(SOURCE INFORMATION begins)

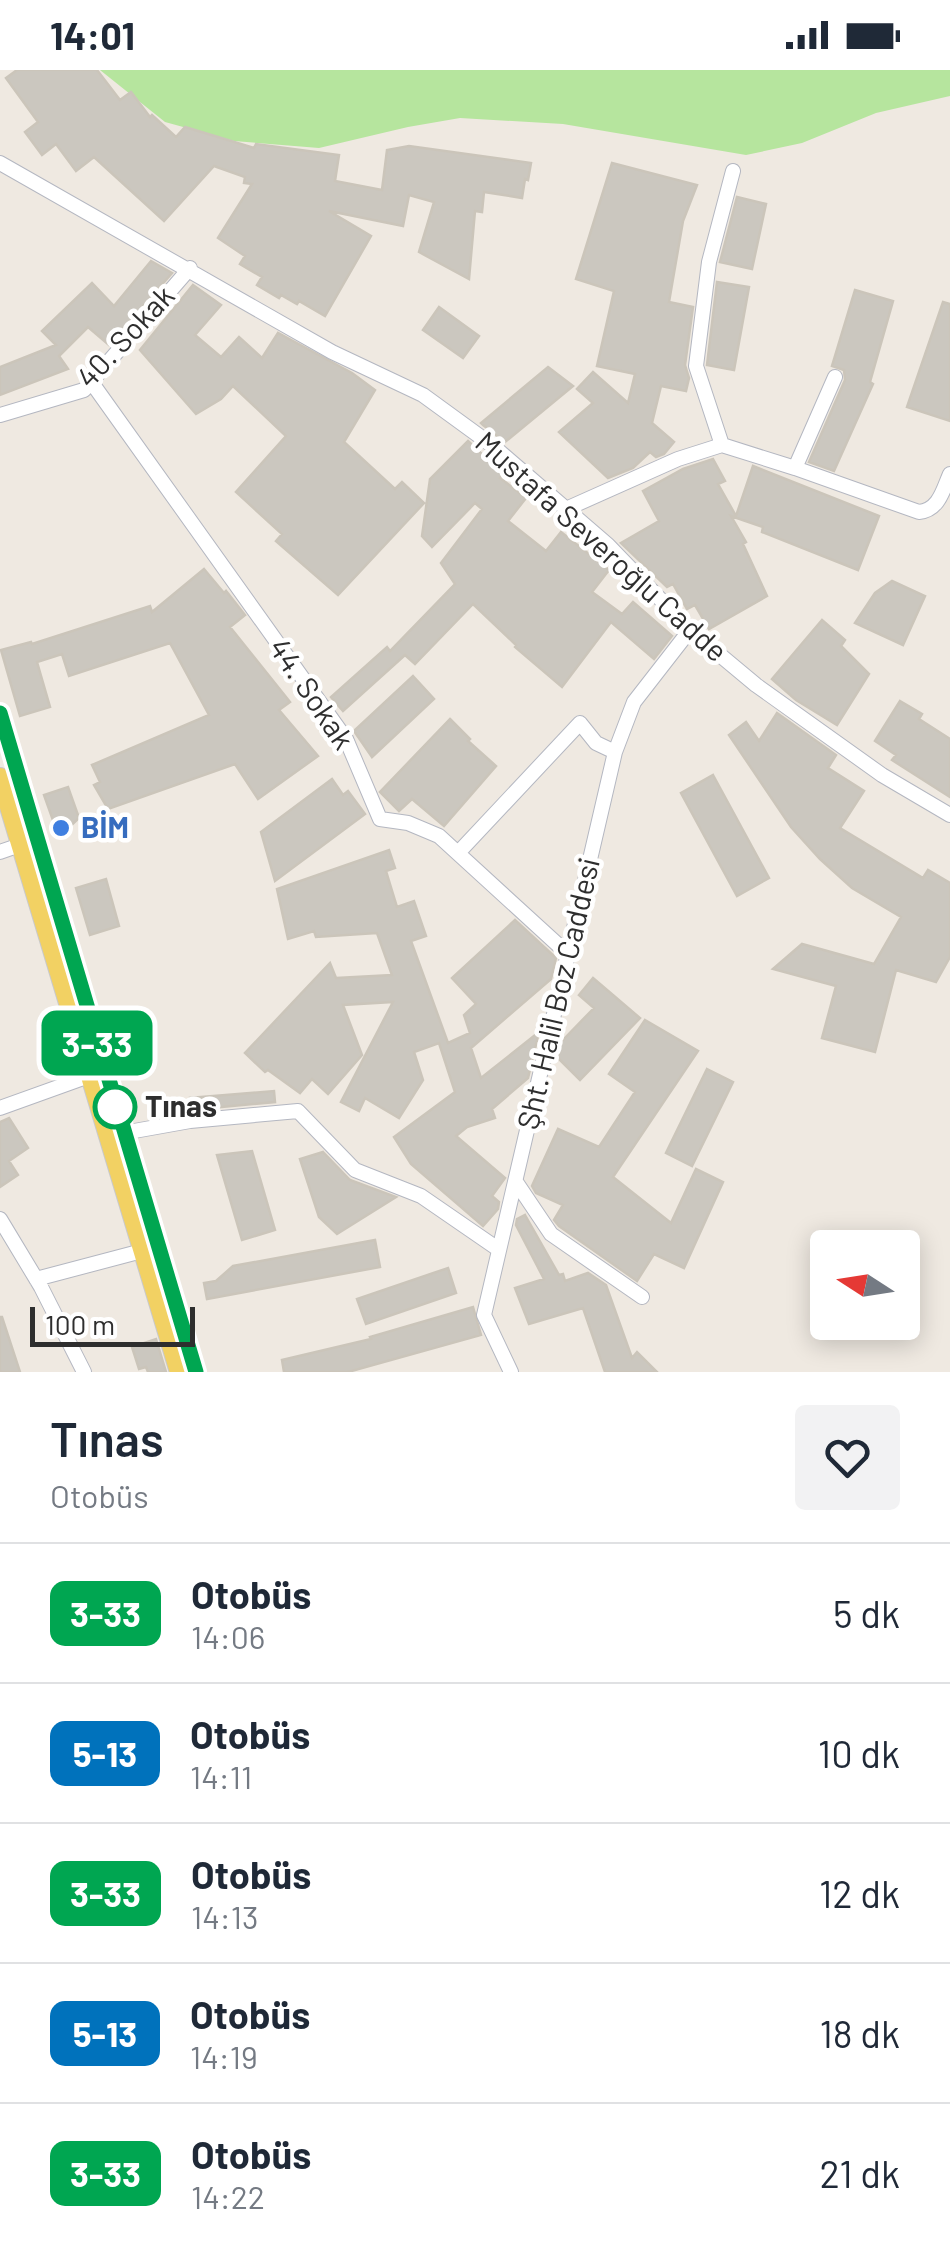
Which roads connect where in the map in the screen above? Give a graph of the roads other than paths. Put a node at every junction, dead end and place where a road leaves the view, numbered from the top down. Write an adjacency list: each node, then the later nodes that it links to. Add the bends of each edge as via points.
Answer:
1 (0, 163): 3 (street, Mustafa Severoğlu Cadde)
2 (733, 171): 7 (street, via 709,262 696,366)
3 (190, 268): 5 (street, 40. Sokak); 10 (street, Mustafa Severoğlu Cadde, via 332,352 423,396)
4 (835, 377): 8 (street)
5 (92, 383): 6 (street, 40. Sokak); 18 (street, 44. Sokak, via 346,739 380,820 439,836)
6 (0, 416)
7 (722, 445): 8 (street); 10 (street)
8 (796, 468): 9 (street, via 919,512 938,502)
9 (950, 474)
10 (566, 509): 11 (street, Mustafa Severoğlu Cadde)
11 (690, 630): 13 (street, Şht. Halil Boz Caddesi, via 634,702); 15 (street, Mustafa Severoğlu Cadde, via 815,727)
12 (0, 714): 22 (main road)
13 (614, 752): 18 (street, via 580,723); 19 (street, Şht. Halil Boz Caddesi)
14 (0, 777): 16 (main road)
15 (950, 814)
16 (20, 845): 17 (street); 20 (main road)
17 (0, 852)
18 (458, 853): 19 (street, 44. Sokak)
19 (568, 954): 23 (street, Şht. Halil Boz Caddesi)
20 (88, 1076): 21 (street); 26 (main road)
21 (0, 1108)
22 (123, 1133): 25 (street, via 298,1110 355,1170 421,1196); 31 (main road)
23 (516, 1182): 25 (street, Şht. Halil Boz Caddesi); 28 (street, via 552,1234)
24 (0, 1219): 27 (street)
25 (498, 1249): 32 (street, Şht. Halil Boz Caddesi, via 484,1315)
26 (142, 1251): 27 (street); 30 (main road)
27 (36, 1279): 29 (street)
28 (642, 1297)
29 (84, 1372)
30 (180, 1372)
31 (196, 1372)
32 (511, 1372)

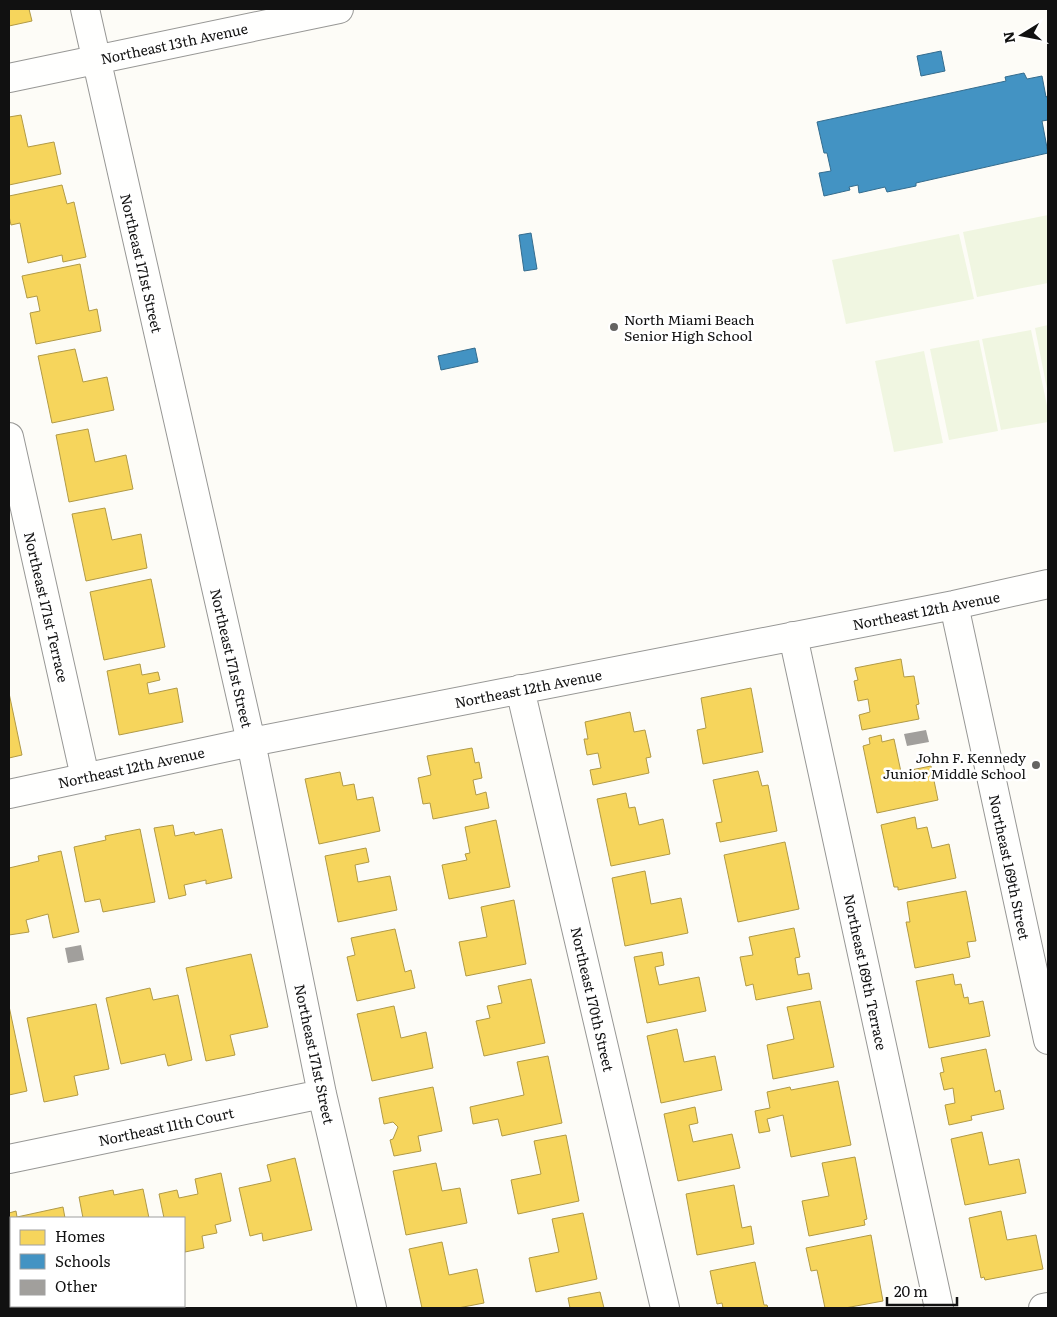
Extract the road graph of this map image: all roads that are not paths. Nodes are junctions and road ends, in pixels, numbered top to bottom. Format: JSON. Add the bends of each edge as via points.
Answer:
{"nodes":[{"id":1,"x":85,"y":9,"type":"edge"},
{"id":2,"x":339,"y":9,"type":"edge"},
{"id":3,"x":96,"y":59,"type":"junction"},
{"id":4,"x":9,"y":78,"type":"edge"},
{"id":5,"x":9,"y":437,"type":"edge"},
{"id":6,"x":1048,"y":584,"type":"edge"},
{"id":7,"x":954,"y":605,"type":"junction"},
{"id":8,"x":793,"y":636,"type":"junction"},
{"id":9,"x":520,"y":689,"type":"junction"},
{"id":10,"x":251,"y":742,"type":"junction"},
{"id":11,"x":85,"y":777,"type":"junction"},
{"id":12,"x":9,"y":794,"type":"edge"},
{"id":13,"x":1048,"y":1040,"type":"edge"},
{"id":14,"x":322,"y":1094,"type":"junction"},
{"id":15,"x":9,"y":1159,"type":"edge"},
{"id":16,"x":1048,"y":1307,"type":"edge"},
{"id":17,"x":372,"y":1308,"type":"edge"},
{"id":18,"x":665,"y":1308,"type":"edge"},
{"id":19,"x":939,"y":1308,"type":"edge"},
{"id":20,"x":1043,"y":1308,"type":"edge"}],
"edges":[{"from":1,"to":3,"type":"street","name":"Northeast 171st Street"},
{"from":2,"to":3,"type":"street","name":"Northeast 13th Avenue"},
{"from":3,"to":4,"type":"street","name":"Northeast 13th Avenue"},
{"from":3,"to":10,"type":"street","name":"Northeast 171st Street"},
{"from":5,"to":11,"type":"street","name":"Northeast 171st Terrace"},
{"from":6,"to":7,"type":"street","name":"Northeast 12th Avenue"},
{"from":7,"to":8,"type":"street","name":"Northeast 12th Avenue"},
{"from":7,"to":13,"type":"street","name":"Northeast 169th Street"},
{"from":8,"to":9,"type":"street","name":"Northeast 12th Avenue"},
{"from":8,"to":19,"type":"street","name":"Northeast 169th Terrace"},
{"from":9,"to":10,"type":"street","name":"Northeast 12th Avenue"},
{"from":9,"to":18,"type":"street","name":"Northeast 170th Street"},
{"from":10,"to":11,"type":"street","name":"Northeast 12th Avenue"},
{"from":10,"to":14,"type":"street","name":"Northeast 171st Street"},
{"from":11,"to":12,"type":"street","name":"Northeast 12th Avenue"},
{"from":14,"to":15,"type":"street","name":"Northeast 11th Court"},
{"from":14,"to":17,"type":"street","name":"Northeast 171st Street"},
{"from":16,"to":20,"type":"street"}]}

(SOURCE INFORMATION ends)

PROBLEM STATEMENT –
All of the entries above are to be restated word for word, minus the images.

TASK ANSWER –
Which roads connect where in the map in the screen above? Give a graph of the roads other than paths. Put a node at every junction, dead end and place where a road leaves the view, numbered from the top down. Write an adjacency list: each node, then the later nodes that it links to. Add the bends of each edge as via points.
Answer:
1 (0, 163): 3 (street, Mustafa Severoğlu Cadde)
2 (733, 171): 7 (street, via 709,262 696,366)
3 (190, 268): 5 (street, 40. Sokak); 10 (street, Mustafa Severoğlu Cadde, via 332,352 423,396)
4 (835, 377): 8 (street)
5 (92, 383): 6 (street, 40. Sokak); 18 (street, 44. Sokak, via 346,739 380,820 439,836)
6 (0, 416)
7 (722, 445): 8 (street); 10 (street)
8 (796, 468): 9 (street, via 919,512 938,502)
9 (950, 474)
10 (566, 509): 11 (street, Mustafa Severoğlu Cadde)
11 (690, 630): 13 (street, Şht. Halil Boz Caddesi, via 634,702); 15 (street, Mustafa Severoğlu Cadde, via 815,727)
12 (0, 714): 22 (main road)
13 (614, 752): 18 (street, via 580,723); 19 (street, Şht. Halil Boz Caddesi)
14 (0, 777): 16 (main road)
15 (950, 814)
16 (20, 845): 17 (street); 20 (main road)
17 (0, 852)
18 (458, 853): 19 (street, 44. Sokak)
19 (568, 954): 23 (street, Şht. Halil Boz Caddesi)
20 (88, 1076): 21 (street); 26 (main road)
21 (0, 1108)
22 (123, 1133): 25 (street, via 298,1110 355,1170 421,1196); 31 (main road)
23 (516, 1182): 25 (street, Şht. Halil Boz Caddesi); 28 (street, via 552,1234)
24 (0, 1219): 27 (street)
25 (498, 1249): 32 (street, Şht. Halil Boz Caddesi, via 484,1315)
26 (142, 1251): 27 (street); 30 (main road)
27 (36, 1279): 29 (street)
28 (642, 1297)
29 (84, 1372)
30 (180, 1372)
31 (196, 1372)
32 (511, 1372)

Extract the road graph of this map image: all roads that are not paths. Nodes are junctions and road ends, in pixels, numbered top to bottom. Format: JSON. Add the bends of each edge as via points.
Answer:
{"nodes":[{"id":1,"x":85,"y":9,"type":"edge"},
{"id":2,"x":339,"y":9,"type":"edge"},
{"id":3,"x":96,"y":59,"type":"junction"},
{"id":4,"x":9,"y":78,"type":"edge"},
{"id":5,"x":9,"y":437,"type":"edge"},
{"id":6,"x":1048,"y":584,"type":"edge"},
{"id":7,"x":954,"y":605,"type":"junction"},
{"id":8,"x":793,"y":636,"type":"junction"},
{"id":9,"x":520,"y":689,"type":"junction"},
{"id":10,"x":251,"y":742,"type":"junction"},
{"id":11,"x":85,"y":777,"type":"junction"},
{"id":12,"x":9,"y":794,"type":"edge"},
{"id":13,"x":1048,"y":1040,"type":"edge"},
{"id":14,"x":322,"y":1094,"type":"junction"},
{"id":15,"x":9,"y":1159,"type":"edge"},
{"id":16,"x":1048,"y":1307,"type":"edge"},
{"id":17,"x":372,"y":1308,"type":"edge"},
{"id":18,"x":665,"y":1308,"type":"edge"},
{"id":19,"x":939,"y":1308,"type":"edge"},
{"id":20,"x":1043,"y":1308,"type":"edge"}],
"edges":[{"from":1,"to":3,"type":"street","name":"Northeast 171st Street"},
{"from":2,"to":3,"type":"street","name":"Northeast 13th Avenue"},
{"from":3,"to":4,"type":"street","name":"Northeast 13th Avenue"},
{"from":3,"to":10,"type":"street","name":"Northeast 171st Street"},
{"from":5,"to":11,"type":"street","name":"Northeast 171st Terrace"},
{"from":6,"to":7,"type":"street","name":"Northeast 12th Avenue"},
{"from":7,"to":8,"type":"street","name":"Northeast 12th Avenue"},
{"from":7,"to":13,"type":"street","name":"Northeast 169th Street"},
{"from":8,"to":9,"type":"street","name":"Northeast 12th Avenue"},
{"from":8,"to":19,"type":"street","name":"Northeast 169th Terrace"},
{"from":9,"to":10,"type":"street","name":"Northeast 12th Avenue"},
{"from":9,"to":18,"type":"street","name":"Northeast 170th Street"},
{"from":10,"to":11,"type":"street","name":"Northeast 12th Avenue"},
{"from":10,"to":14,"type":"street","name":"Northeast 171st Street"},
{"from":11,"to":12,"type":"street","name":"Northeast 12th Avenue"},
{"from":14,"to":15,"type":"street","name":"Northeast 11th Court"},
{"from":14,"to":17,"type":"street","name":"Northeast 171st Street"},
{"from":16,"to":20,"type":"street"}]}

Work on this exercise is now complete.